(HOW TO COMPLETE THIS TASK)
Establish how many lines in the records below include the word "paths"; respond with that number only.

----- STUDY MATERIAL

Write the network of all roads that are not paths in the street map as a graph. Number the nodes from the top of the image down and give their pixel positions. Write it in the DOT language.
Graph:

----------
----- STUDY MATERIAL

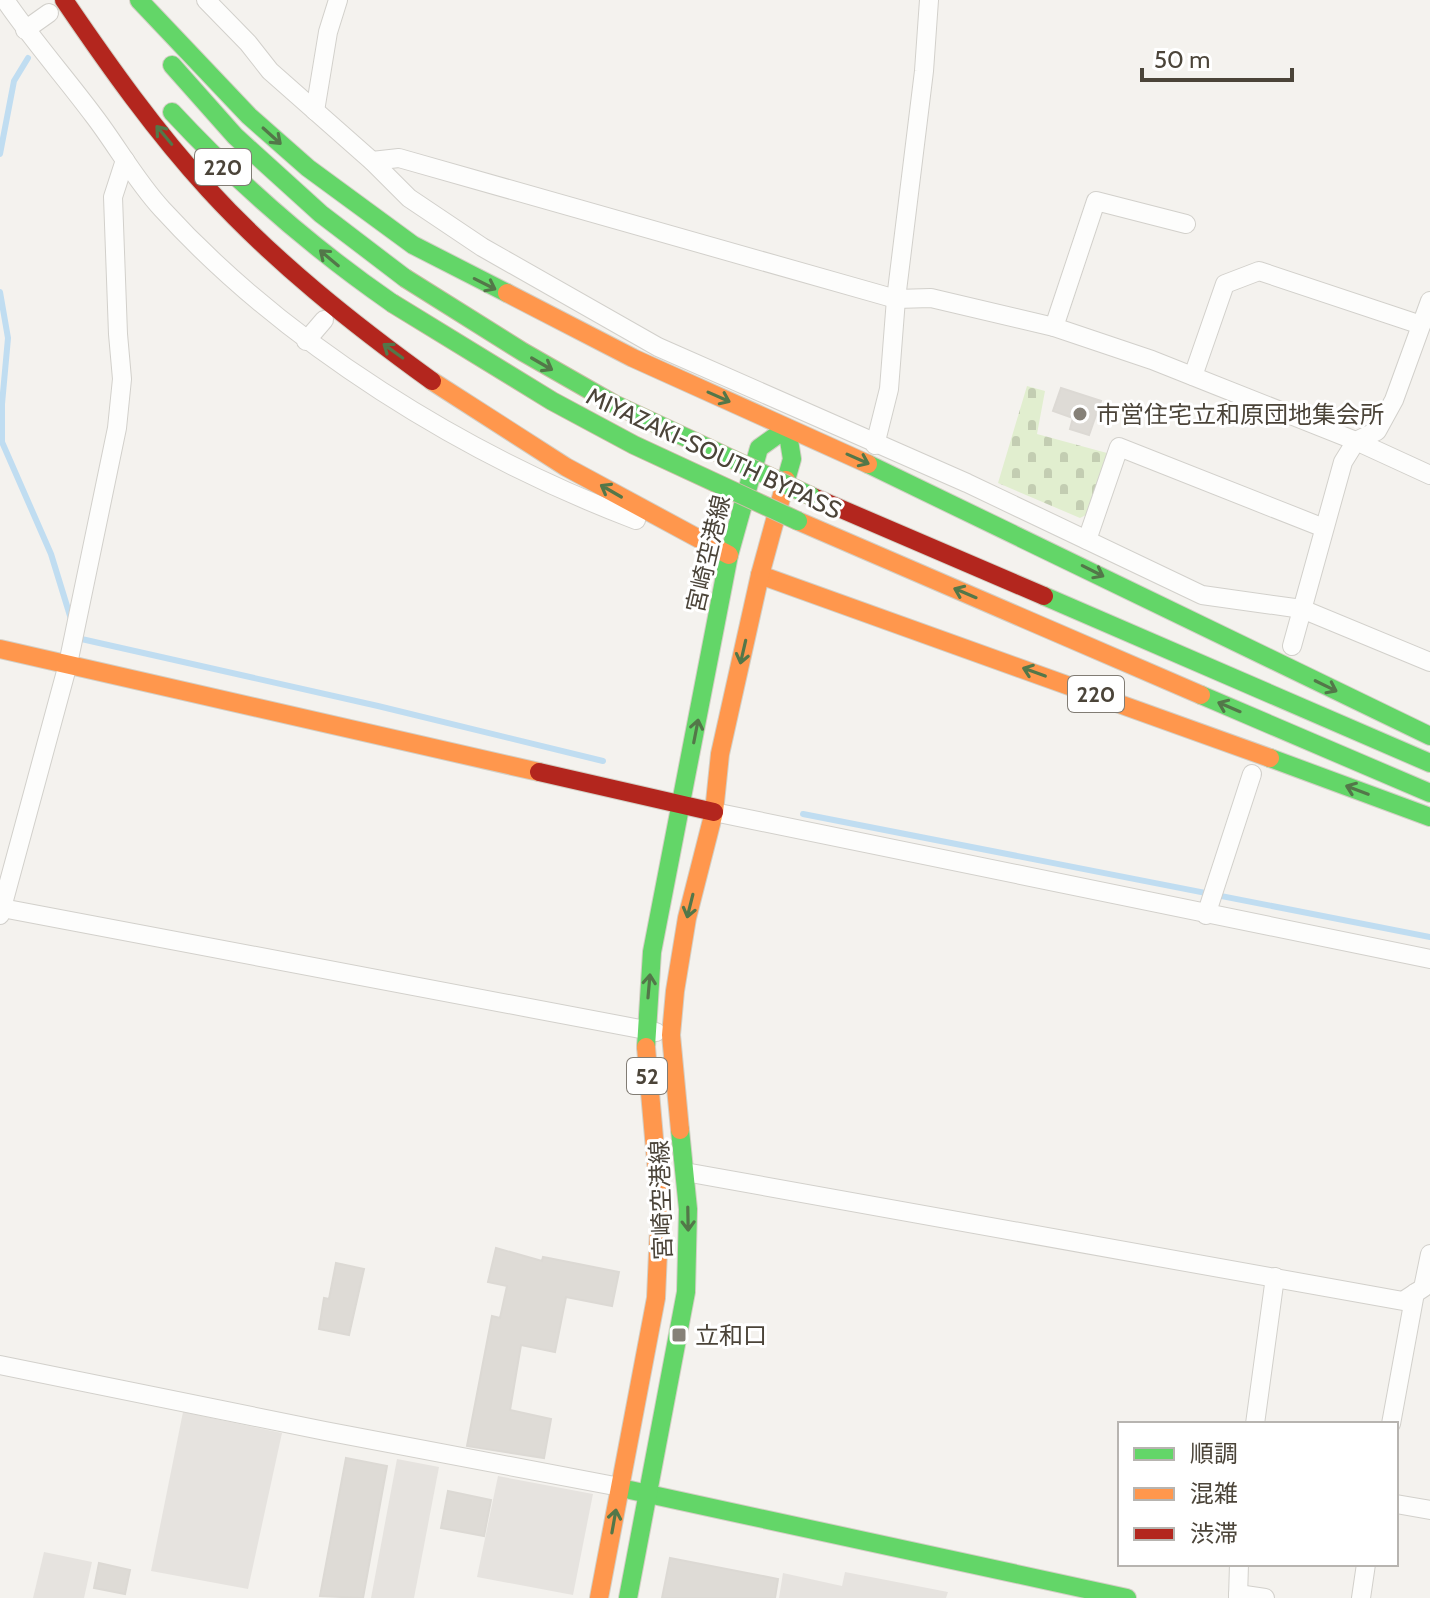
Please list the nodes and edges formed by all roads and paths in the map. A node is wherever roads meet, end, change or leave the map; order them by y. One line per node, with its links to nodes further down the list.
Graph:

----------

(RESPONSE BOX)
2